Ma stiamo scherzando, dico io? La responsabilità è tutta politica, altro che le avete azzeccate tutte. Ma no, la causa della diffusione del virus, ci dice l’Assessore Giulio Gallera, sono i bambini nei cortili di casa.

 

Nel mentre, pare che per l’Italia tutta il problema non siano le scelte scellerate di chi ci governa, ma chi non rispetta il mantra del #IoRestoACasa (da giorni me lo ricorda pure Vodafone sul mio smartphone).

Anche se, a lungo andare, ci sono i primi cedimenti al buon senso. E molti, come me, preferiscono #IoMiDistanzio.

Mi scrive un’amica: “sono al parco, 300 metri da casa, come è bello il parco ed è sempre stato qui; ci rimango a farmi due chiacchiere, lontana da tutti, con gli uccellini. In casa da sola non vorrei mi venga l’impulso di ammazzarmi (tranquillo, non lo farei mai). Ma mi sono tolta quel tarlo, e sono uscita. Ne va della mia salute, mi dicano qualcosa!”. Un’altra amica: “non ne posso più di questa prigionia, voglio andare a trovare mio papà che vive a 40 chilometri da casa, non lo vedo da troppo tempo: cosa rischio davvero dal punto di vista legale?”.

Ma ci sono anche le varie Barbara D’Urso nelle TV dentro le nostre case.

Un amico, giorni fa, mi racconta di aver preso un libro e di essersi seduto a leggerlo sulla panchina sotto casa. Non c’era anima viva intorno a lui. Un suo condomino ha chiamato immediatamente i vigili (ora si chiama Polizia Locale) che, dopo l’identificazione del mio amico e la ricostruzione dei fatti, gli hanno detto che lì non ci può stare. Non l’hanno multato, ma l’hanno invitato a tornare immediatamente in casa.

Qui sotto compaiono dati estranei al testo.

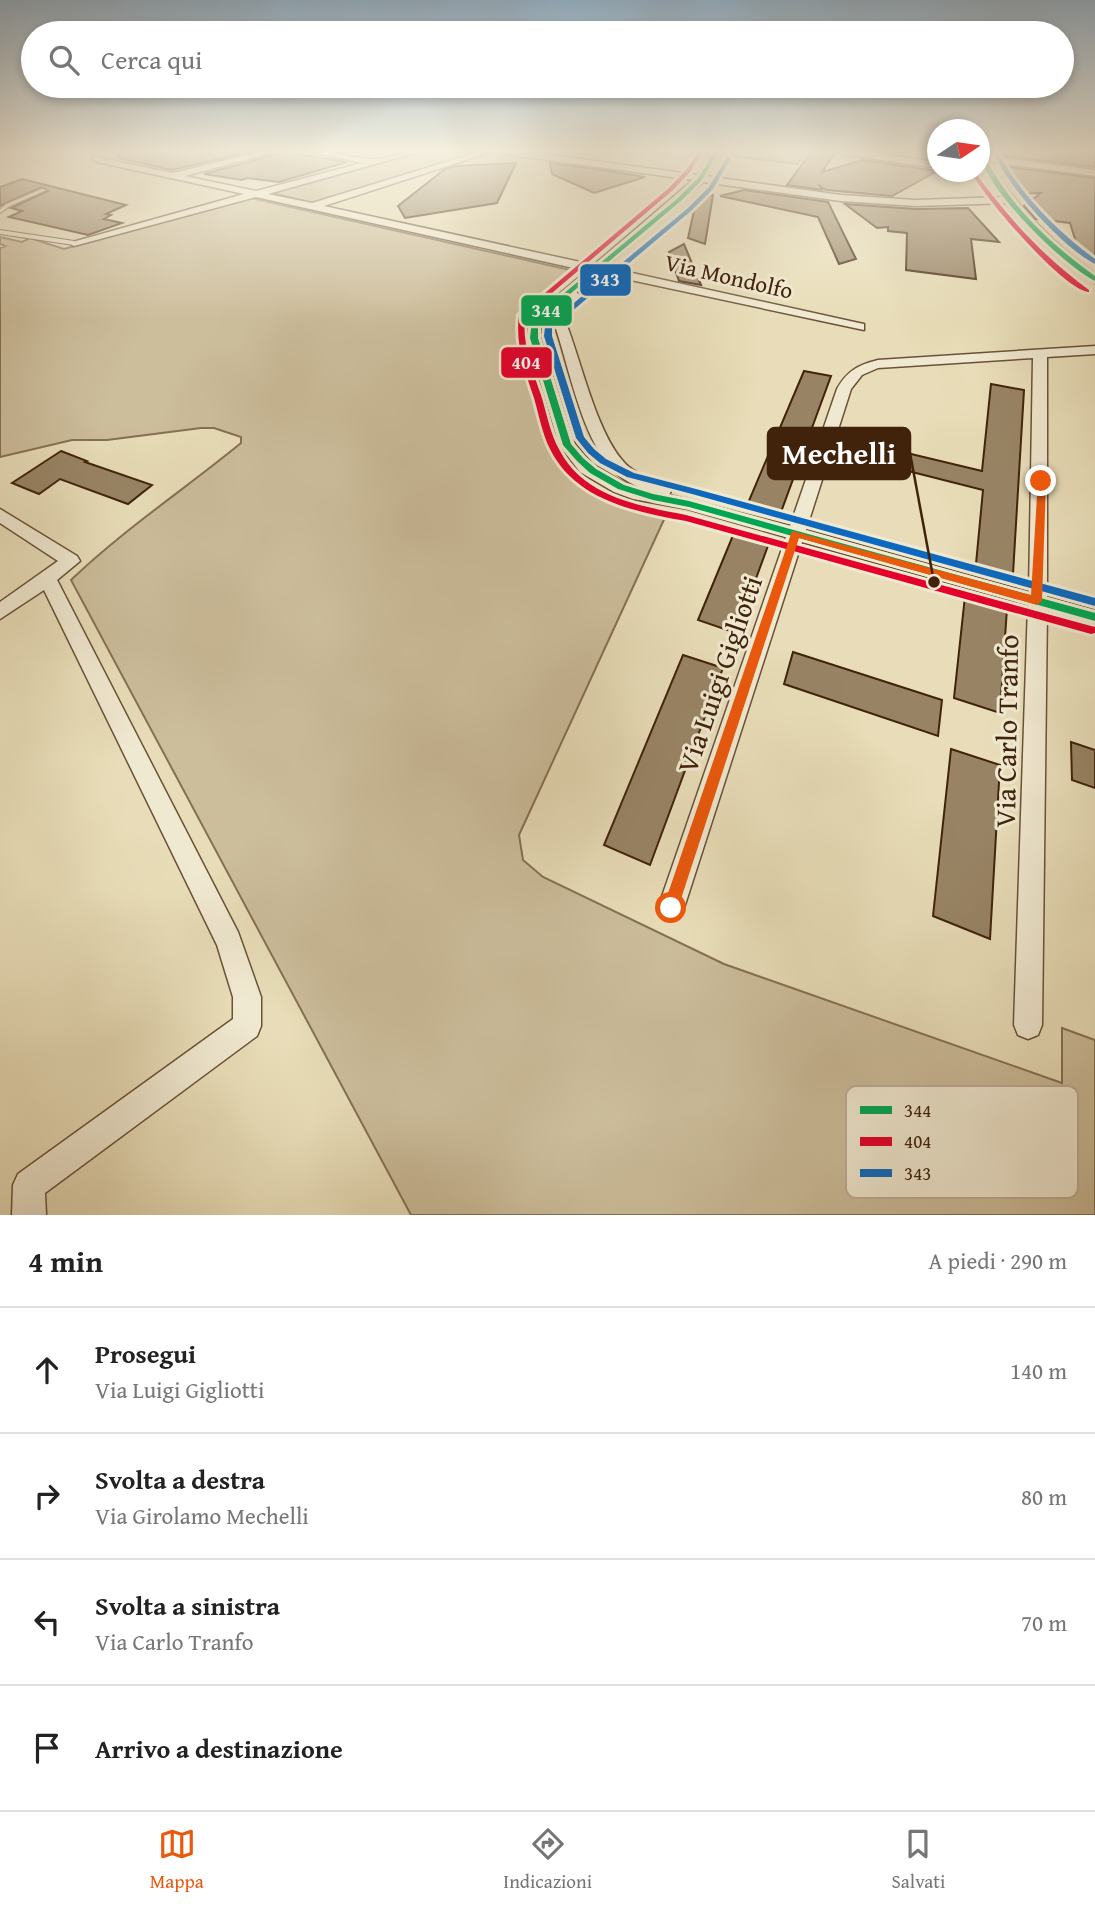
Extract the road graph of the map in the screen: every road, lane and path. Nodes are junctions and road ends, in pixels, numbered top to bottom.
1 (209, 208) edge
2 (316, 208) edge
3 (668, 208) edge
4 (1021, 208) edge
5 (0, 232) edge
6 (74, 243) joint
7 (600, 268) junction
8 (1095, 279) edge
9 (859, 327) dead end
10 (1095, 350) edge
11 (1040, 354) junction
12 (689, 503) junction
13 (0, 515) edge
14 (795, 534) junction
15 (47, 578) junction
16 (1037, 601) junction
17 (0, 612) edge
18 (1095, 617) edge
19 (671, 908) dead end
20 (1028, 1025) dead end
21 (29, 1215) edge

1 - 6 street
2 - 7 street, Via Mondolfo
3 - 7 street
4 - 8 street
5 - 6 lane
7 - 9 street, Via Mondolfo
7 - 12 street
7 - 12 street
10 - 11 street, Via Luigi Gigliotti
11 - 14 street, Via Luigi Gigliotti
11 - 16 street, Via Carlo Tranfo
12 - 14 street
13 - 15 street
14 - 16 street
14 - 19 street, Via Luigi Gigliotti
15 - 17 street
15 - 21 street
16 - 18 street
16 - 20 street, Via Carlo Tranfo

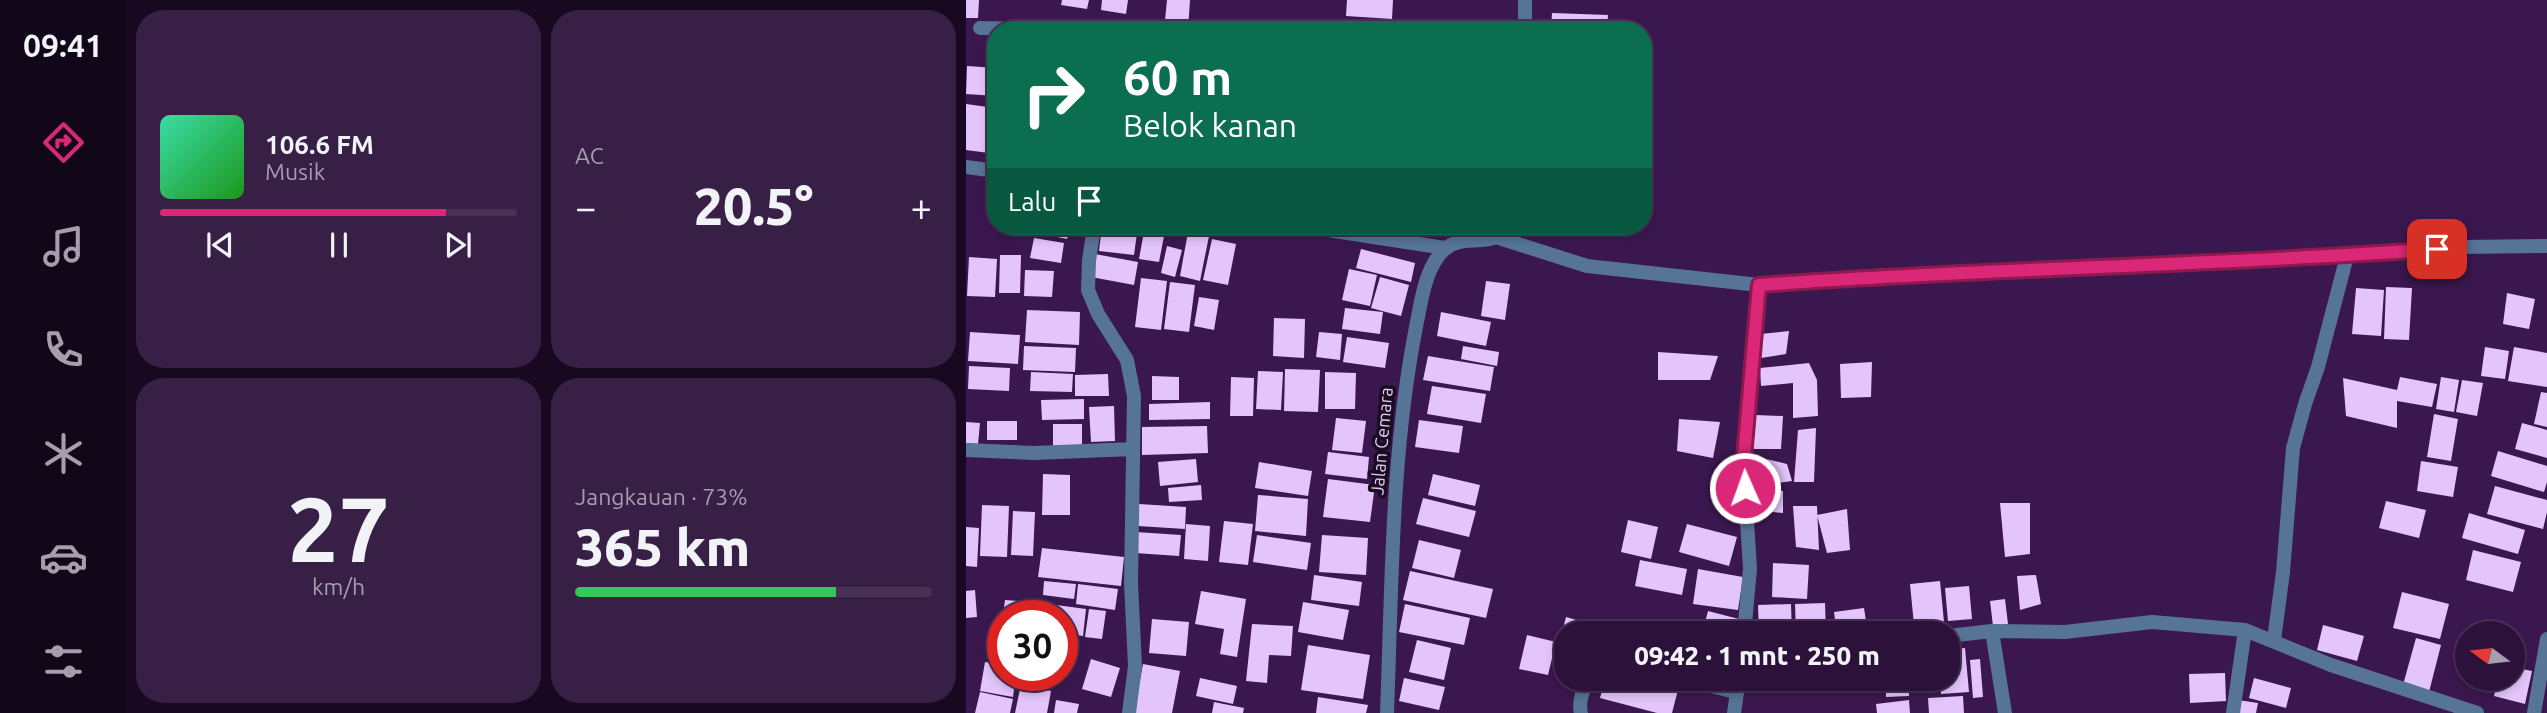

Altri invece, si legge, sono stati multati: un uomo che ha attraversato in auto alcuni quartieri di Roma perché, per motivi di salute, deve comprare beni alimentari che trova solo in un particolare negozio; un signore anziano a Biella che, nella busta della spesa, aveva solo una bottiglia di vino; nei pressi di Firenze, una famiglia che porta la figlia a fare una visita medica impegnativa, con la mamma che non se la sente di guidare ma senza di lei la figlia non vuole fare la visita, allora guida il papà, e in macchina con loro c'è anche il fratellino della piccola; il rider che non aveva il giustificativo della “comprovata esigenza lavorativa” perché l’app, per privacy, cancella la cronologia delle consegne; Costantino, sorpreso dalla polizia a bordo di un bus che sta percorrendo via Cassia a Roma con una cassa di birre al seguito.

Poveri cristi, nel senso più bello dell’espressione. Che dovrebbero essere aiutati, non multati.

Ultima, ma non ultima, la storia di un papà. Un runner molto amatoriale, sì dai un jogger (anche se ora, tutto gasato, mi ha detto di aver passato il “test del moribondo” o qualcosa del genere, boh), che corre nei campi dietro casa. Quel giorno è uscito coi suoi tre figli. Ed ecco che incontra l’auto dei Carabinieri. Anzi prima di lui l’hanno incontrata i suoi tre figli, un centinaio di metri davanti a lui:


PAPÀ. Buongiorno.

CARABINIERI. Buongiorno.

P. Sono il papà di quei tre “disgraziati” là avanti, che ho visto avete appena incontrato.

C. Bene. Ci han detto abitate qui vicino.

P. Sì, sì. Quelle prime case lì, a pochi metri da qui.

C. Lei sta facendo attività motoria?

P. Eh sì, ci provo.

C. Ok. Abbiamo detto ai suoi figli di non stare troppo assembrati. Un po’ assurdo, va da sé, visto che abitate nella stessa casa. Ma ci sono cittadini che, se sospettano assembramenti, ci chiamano e noi dobbiamo uscire.

P. Ma, non è che me li avete spaventati i ragazzi? Che già è un’impresa farli uscire di casa, ma io insisto per il loro bene, un’ora - quando va bene - al giorno. Fuori da casa, dalle videolezioni, i compiti, la TV, il computer, la Play Station, YouTube, Instagram. Un po’ d’aria, il sole e attività motoria. Non è che ora mi dicono che non vogliono uscire più perché, vedi papà, anche i Carabinieri non vogliono?

C. No, no. Stia tranquillo. Ma faccia così: se per errore li avessimo spaventati, mi chiami in Caserma che usciamo di nuovo e parliamo ancora coi suoi tre figli. Per spiegare meglio.

P. D’accordo. Grazie molte e buon lavoro.

C. È fortunato ad avere questi spazi, se li goda.

Ah, i suoi tre figli, mi ha poi detto il papà, non erano per nulla spaventati. E, contenti, han raccontato tutto ai loro nonni.